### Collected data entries
......

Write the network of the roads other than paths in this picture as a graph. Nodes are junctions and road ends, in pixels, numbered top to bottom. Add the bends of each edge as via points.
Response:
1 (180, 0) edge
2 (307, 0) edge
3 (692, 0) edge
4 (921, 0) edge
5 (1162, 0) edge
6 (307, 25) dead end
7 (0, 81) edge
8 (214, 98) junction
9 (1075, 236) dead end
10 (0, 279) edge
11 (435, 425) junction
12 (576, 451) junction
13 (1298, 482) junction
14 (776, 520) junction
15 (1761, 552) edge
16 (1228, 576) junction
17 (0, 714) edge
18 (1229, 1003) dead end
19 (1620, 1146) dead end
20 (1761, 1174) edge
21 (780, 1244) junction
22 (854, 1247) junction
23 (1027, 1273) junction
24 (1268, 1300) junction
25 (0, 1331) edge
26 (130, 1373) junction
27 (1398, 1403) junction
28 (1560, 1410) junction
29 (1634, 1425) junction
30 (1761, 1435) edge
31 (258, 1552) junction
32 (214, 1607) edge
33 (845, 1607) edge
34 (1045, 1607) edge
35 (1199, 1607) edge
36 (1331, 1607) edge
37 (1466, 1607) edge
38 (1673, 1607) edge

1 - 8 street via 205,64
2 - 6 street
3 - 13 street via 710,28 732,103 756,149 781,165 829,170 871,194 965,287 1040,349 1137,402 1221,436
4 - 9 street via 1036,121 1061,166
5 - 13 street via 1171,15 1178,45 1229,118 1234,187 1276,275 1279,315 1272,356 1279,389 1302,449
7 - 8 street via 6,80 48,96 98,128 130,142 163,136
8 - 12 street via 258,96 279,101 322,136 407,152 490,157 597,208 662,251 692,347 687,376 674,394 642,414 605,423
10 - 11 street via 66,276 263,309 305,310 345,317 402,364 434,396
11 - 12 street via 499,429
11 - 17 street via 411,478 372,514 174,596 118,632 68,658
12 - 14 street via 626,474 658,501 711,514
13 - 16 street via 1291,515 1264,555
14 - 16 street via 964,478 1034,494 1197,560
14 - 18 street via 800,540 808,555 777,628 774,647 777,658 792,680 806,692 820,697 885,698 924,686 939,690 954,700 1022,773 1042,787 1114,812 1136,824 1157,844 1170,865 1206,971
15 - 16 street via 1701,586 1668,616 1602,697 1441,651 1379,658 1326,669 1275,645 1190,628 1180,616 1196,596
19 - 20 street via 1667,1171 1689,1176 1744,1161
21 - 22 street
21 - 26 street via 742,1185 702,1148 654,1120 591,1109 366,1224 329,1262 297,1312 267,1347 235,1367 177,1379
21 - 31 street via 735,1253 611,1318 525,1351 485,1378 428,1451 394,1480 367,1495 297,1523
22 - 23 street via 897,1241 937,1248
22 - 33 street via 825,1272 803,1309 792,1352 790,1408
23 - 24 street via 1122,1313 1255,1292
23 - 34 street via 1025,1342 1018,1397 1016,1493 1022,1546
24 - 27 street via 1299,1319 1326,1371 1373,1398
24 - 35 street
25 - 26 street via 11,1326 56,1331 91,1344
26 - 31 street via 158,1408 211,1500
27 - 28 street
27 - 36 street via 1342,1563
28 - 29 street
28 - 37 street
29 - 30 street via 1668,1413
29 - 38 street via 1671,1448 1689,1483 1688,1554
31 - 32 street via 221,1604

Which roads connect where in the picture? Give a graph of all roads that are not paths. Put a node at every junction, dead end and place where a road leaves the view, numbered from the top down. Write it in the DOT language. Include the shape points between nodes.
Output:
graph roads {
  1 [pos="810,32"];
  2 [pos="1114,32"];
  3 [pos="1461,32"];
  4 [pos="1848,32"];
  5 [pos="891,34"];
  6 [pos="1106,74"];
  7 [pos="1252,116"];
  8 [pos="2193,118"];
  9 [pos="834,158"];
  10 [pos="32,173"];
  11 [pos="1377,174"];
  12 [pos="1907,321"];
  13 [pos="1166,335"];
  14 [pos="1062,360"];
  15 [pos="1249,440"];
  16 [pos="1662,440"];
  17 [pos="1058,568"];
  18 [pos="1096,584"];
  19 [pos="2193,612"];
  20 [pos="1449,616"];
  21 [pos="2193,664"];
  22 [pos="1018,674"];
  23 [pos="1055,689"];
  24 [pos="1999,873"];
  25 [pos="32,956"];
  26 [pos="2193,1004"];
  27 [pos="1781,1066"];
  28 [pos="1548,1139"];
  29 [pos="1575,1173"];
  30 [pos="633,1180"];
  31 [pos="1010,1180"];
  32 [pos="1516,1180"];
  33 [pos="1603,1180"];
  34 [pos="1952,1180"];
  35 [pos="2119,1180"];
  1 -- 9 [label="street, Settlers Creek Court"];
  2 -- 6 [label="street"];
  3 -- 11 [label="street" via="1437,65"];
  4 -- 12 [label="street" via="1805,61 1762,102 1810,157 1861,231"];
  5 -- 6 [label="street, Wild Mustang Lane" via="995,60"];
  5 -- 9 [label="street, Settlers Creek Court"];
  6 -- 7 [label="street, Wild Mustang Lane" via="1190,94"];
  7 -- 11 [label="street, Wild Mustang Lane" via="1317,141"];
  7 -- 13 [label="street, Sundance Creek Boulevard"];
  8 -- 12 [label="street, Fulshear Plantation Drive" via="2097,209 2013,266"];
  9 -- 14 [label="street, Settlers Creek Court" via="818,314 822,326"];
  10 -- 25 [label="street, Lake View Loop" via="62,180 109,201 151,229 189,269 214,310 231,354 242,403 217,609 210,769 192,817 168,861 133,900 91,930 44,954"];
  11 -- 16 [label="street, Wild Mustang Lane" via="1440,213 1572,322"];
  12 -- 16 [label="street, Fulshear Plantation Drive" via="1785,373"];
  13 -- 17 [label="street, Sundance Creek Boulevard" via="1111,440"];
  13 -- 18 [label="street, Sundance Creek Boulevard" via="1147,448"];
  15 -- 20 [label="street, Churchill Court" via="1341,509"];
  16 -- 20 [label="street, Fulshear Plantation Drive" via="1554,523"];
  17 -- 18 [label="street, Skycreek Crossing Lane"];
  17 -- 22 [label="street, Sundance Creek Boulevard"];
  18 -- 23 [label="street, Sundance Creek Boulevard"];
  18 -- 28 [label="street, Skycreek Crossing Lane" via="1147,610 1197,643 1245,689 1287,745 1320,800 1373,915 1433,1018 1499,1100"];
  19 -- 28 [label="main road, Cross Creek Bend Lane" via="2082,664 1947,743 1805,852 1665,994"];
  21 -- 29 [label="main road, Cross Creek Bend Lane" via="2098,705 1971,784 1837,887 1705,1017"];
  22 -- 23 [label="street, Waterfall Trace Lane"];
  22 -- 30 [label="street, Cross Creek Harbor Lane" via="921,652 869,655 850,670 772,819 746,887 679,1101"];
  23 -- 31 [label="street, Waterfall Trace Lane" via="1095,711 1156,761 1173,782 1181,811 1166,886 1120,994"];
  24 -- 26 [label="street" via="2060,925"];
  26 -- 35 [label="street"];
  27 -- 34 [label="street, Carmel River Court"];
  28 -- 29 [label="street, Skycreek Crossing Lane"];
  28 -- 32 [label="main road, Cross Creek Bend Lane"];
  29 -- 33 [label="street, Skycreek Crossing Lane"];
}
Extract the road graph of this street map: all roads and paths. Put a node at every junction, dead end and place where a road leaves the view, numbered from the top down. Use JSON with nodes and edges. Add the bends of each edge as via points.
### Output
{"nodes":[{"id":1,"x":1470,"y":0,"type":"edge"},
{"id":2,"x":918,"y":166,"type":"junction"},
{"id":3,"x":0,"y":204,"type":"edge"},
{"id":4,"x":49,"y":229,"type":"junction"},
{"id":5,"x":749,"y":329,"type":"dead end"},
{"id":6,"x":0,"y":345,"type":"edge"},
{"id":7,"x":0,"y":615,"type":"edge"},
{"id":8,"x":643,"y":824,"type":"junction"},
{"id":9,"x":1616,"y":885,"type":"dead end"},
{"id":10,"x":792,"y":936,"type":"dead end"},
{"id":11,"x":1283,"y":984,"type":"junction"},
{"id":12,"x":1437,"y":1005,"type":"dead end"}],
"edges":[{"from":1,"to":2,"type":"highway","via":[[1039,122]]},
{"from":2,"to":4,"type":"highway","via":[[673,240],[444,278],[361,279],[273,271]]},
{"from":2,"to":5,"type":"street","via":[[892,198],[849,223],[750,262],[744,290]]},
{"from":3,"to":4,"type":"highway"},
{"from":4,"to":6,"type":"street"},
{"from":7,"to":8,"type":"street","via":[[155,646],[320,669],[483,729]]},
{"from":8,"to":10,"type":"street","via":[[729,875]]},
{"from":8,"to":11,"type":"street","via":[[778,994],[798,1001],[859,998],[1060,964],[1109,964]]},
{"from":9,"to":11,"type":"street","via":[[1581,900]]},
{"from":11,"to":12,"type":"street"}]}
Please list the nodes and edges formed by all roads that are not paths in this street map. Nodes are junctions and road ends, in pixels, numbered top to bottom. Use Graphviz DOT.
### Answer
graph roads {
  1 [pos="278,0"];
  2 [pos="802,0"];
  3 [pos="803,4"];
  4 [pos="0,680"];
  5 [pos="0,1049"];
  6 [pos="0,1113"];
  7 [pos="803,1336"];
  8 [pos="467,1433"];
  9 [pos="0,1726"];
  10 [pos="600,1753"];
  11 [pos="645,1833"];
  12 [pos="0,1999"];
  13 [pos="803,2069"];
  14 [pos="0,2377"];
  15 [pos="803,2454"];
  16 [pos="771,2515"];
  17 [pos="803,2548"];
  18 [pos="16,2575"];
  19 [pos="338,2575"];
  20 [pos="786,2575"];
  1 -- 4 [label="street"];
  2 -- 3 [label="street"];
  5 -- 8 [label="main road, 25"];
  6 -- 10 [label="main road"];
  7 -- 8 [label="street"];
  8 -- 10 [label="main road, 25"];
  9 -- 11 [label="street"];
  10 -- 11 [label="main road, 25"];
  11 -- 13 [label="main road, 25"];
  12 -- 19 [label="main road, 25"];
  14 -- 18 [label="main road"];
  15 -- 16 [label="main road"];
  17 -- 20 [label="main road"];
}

......

Find each line in the records holding the string "down" and show it.

Which roads connect where in the picture? Give a graph of all roads that are not paths. Put a node at every junction, dead end and place where a road leaves the view, numbered from the top down. Write it in the DOT language. Include the shape points between nodes.
Extract the road graph of this street map: all roads and paths. Put a node at every junction, dead end and place where a road leaves the view, numbered from the top down. Use JSON with nodes and edges. Add the bends of each edge as via points.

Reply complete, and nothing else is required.